Advanced Usage¶
Protecting a private network in VPC¶
An instance of the Netgate® TNSR® appliance can be used as a firewall for a VPC subnet. This will generally require more manual configuration than using an instance to host a remote access VPN does. See the VPC User Guide for a more detailed explanation of how to configure a VPC and a Netgate TNSR® appliance instance to support this.
Connecting local devices using IPsec¶
A TNSR instance in AWS can act as an IPsec hub for one or more remote endpoints capable of using IPsec, such as local devices running pfSense® software.

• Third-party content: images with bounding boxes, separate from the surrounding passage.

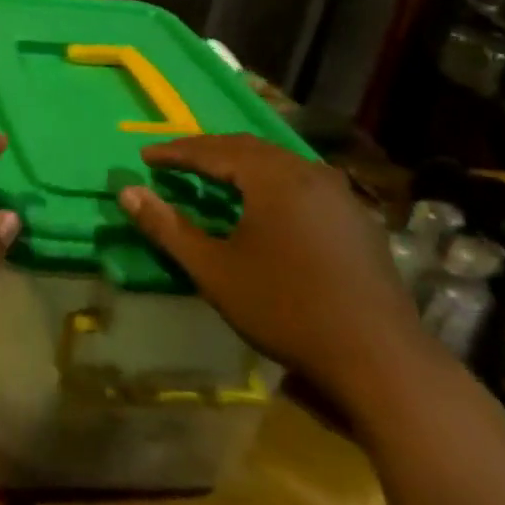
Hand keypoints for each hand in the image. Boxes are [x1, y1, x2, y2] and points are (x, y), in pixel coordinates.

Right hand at [118, 134, 429, 410]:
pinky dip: (269, 182)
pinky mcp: (356, 218)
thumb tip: (126, 192)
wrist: (378, 356)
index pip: (213, 150)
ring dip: (239, 165)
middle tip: (173, 160)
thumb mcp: (214, 269)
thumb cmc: (285, 307)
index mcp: (272, 177)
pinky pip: (301, 182)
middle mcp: (308, 172)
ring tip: (211, 176)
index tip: (144, 157)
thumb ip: (167, 227)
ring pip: (278, 163)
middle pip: (247, 148)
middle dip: (206, 151)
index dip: (174, 152)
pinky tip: (262, 204)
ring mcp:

It can interconnect all of the sites or even act as an Internet gateway.
For a complete example of using TNSR as an IPsec hub for multiple sites running pfSense software, see the recipe TNSR IPsec Hub for pfSense software nodes in the TNSR documentation.
Accessing the TNSR API¶
Accessing the API requires configuring the RESTCONF service in a secure manner as well as setting up a means of user authentication and NACM rules for authorization. There is a complete recipe in the TNSR documentation: RESTCONF Service Setup with Certificate-Based Authentication and NACM
Warning
Ideally, the API should only be accessed from the management interface or at least over an encrypted channel such as a VPN.
For more information on the API in general, see the API Documentation.
Detect and Recover EC2 Instance Failure¶
It is also possible to create an Amazon CloudWatch alarm that monitors an Amazon EC2 instance and automatically recovers the instance if it becomes impaired due to an underlying issue.